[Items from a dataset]
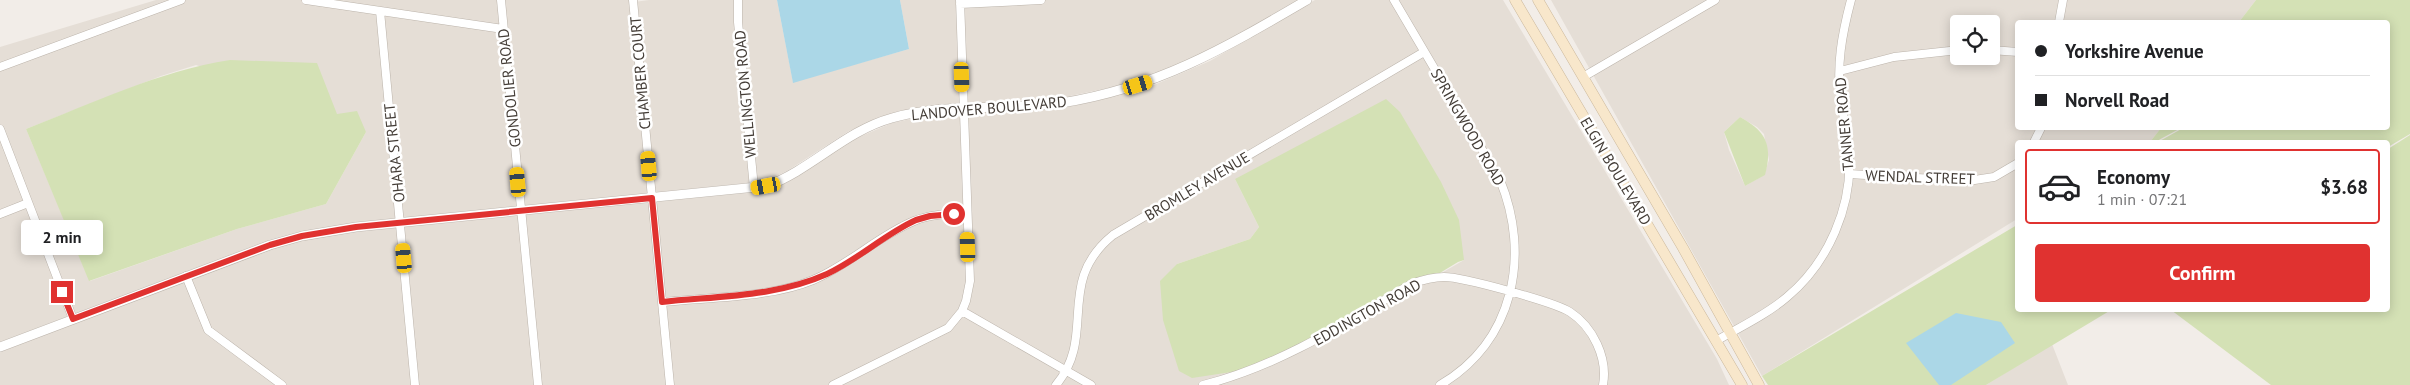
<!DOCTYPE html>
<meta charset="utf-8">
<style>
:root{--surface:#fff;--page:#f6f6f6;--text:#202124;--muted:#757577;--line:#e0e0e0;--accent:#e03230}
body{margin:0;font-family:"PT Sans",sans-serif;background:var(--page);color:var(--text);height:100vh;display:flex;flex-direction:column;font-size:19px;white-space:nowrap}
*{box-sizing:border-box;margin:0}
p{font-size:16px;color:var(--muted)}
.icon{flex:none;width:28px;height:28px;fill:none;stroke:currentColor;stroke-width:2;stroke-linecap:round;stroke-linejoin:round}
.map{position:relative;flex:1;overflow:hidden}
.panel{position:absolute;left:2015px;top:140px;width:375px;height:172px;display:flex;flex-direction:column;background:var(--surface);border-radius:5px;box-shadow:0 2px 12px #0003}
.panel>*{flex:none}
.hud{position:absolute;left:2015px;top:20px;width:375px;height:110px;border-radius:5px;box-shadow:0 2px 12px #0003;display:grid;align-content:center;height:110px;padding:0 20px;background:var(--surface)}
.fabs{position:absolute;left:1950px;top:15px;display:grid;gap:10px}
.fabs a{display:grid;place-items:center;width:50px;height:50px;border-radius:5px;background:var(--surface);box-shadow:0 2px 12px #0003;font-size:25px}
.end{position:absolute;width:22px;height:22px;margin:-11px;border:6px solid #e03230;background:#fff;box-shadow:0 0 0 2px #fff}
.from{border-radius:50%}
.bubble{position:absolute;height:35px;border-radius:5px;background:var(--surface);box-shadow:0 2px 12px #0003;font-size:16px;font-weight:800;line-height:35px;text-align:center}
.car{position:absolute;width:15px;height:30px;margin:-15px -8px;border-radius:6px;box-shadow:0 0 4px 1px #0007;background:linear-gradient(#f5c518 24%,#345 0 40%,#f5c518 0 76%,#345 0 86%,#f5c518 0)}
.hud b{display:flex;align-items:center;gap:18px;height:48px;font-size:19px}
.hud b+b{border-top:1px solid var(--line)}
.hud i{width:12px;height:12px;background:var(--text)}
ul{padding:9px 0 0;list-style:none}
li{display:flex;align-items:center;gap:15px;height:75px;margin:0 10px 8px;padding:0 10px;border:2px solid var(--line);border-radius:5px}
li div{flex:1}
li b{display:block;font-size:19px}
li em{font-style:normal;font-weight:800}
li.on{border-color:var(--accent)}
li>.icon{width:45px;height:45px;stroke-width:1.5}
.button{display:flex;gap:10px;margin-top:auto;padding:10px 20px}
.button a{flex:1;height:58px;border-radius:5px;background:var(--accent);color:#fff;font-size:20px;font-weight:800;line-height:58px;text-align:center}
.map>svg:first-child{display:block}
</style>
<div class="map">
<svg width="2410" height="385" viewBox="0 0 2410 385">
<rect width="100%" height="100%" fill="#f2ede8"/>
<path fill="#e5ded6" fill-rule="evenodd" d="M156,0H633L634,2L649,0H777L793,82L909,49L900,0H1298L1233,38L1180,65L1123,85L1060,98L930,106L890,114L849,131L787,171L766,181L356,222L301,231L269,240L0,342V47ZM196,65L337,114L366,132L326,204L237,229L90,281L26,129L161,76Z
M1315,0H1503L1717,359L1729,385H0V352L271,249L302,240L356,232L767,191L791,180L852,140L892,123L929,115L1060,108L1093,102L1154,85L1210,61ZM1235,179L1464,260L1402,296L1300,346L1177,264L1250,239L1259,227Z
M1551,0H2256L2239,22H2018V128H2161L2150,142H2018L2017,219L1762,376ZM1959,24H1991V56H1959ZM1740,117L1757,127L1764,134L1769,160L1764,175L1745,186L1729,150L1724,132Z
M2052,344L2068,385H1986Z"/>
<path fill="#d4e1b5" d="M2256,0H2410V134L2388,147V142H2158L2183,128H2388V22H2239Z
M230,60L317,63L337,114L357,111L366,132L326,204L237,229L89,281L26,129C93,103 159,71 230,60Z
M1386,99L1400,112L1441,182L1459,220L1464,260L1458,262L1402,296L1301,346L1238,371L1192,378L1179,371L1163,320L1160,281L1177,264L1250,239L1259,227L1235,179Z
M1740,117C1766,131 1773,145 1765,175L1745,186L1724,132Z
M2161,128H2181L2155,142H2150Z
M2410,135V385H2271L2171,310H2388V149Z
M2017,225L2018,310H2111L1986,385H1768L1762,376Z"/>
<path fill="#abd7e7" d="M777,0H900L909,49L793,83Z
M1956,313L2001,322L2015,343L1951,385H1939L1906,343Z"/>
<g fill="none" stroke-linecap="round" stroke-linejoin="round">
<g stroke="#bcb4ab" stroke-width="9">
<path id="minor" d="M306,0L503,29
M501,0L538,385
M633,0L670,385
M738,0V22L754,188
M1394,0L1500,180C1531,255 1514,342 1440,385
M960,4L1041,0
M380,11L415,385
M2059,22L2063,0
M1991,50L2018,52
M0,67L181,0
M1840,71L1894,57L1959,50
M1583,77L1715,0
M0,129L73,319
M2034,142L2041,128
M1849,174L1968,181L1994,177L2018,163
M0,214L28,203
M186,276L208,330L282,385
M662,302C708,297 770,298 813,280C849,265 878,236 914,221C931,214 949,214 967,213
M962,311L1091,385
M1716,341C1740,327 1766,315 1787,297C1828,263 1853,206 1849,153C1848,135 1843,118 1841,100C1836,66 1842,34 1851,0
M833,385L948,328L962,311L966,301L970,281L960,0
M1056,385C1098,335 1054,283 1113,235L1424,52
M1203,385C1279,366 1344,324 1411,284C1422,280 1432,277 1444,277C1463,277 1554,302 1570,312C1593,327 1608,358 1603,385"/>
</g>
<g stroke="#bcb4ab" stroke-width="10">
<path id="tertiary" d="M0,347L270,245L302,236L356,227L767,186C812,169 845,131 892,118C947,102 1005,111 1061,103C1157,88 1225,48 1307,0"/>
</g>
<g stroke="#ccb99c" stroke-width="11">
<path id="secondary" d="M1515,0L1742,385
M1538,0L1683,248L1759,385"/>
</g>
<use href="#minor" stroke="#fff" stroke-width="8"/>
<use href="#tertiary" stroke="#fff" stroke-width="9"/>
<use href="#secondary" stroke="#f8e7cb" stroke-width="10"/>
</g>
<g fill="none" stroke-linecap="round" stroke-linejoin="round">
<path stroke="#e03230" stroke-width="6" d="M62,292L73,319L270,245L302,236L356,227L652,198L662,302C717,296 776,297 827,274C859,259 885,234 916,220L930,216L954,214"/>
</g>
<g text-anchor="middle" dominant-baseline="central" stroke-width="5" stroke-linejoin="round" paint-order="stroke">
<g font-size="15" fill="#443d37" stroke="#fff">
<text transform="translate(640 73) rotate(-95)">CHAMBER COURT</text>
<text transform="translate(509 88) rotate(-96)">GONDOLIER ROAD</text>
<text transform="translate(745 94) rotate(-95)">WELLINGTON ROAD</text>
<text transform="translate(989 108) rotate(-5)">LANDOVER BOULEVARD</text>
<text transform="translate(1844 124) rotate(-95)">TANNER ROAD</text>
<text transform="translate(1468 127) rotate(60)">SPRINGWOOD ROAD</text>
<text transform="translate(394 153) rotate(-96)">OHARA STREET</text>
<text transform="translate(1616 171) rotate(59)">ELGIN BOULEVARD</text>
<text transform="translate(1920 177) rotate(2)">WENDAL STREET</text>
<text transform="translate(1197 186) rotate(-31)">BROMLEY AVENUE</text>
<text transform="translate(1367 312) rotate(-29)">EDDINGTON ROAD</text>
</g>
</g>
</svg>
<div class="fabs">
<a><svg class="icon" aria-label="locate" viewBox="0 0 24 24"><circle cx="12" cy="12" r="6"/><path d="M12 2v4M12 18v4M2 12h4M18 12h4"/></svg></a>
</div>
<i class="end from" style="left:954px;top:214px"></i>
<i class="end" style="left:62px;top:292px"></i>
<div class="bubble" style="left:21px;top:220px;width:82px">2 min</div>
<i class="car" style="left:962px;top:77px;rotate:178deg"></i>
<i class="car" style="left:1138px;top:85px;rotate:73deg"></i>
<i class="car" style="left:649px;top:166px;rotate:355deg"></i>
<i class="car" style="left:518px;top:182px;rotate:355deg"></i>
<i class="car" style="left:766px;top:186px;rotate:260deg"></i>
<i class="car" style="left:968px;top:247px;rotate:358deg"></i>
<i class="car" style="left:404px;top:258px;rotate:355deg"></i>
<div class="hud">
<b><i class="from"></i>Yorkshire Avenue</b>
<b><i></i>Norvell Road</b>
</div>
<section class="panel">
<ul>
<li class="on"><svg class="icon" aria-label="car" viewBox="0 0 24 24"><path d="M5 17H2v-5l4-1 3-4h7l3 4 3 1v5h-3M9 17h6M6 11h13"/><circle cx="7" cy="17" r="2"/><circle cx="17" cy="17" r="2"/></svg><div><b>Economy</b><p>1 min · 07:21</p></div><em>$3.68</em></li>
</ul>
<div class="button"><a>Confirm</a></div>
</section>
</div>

▶ _TASK TO CARRY OUT_: In the entries above, find each line with "weight" and list it.

▶ _PROBLEM SOLUTION_:
.bubble{position:absolute;height:35px;border-radius:5px;background:var(--surface);box-shadow:0 2px 12px #0003;font-size:16px;font-weight:800;line-height:35px;text-align:center}
li em{font-style:normal;font-weight:800}
.button a{flex:1;height:58px;border-radius:5px;background:var(--accent);color:#fff;font-size:20px;font-weight:800;line-height:58px;text-align:center}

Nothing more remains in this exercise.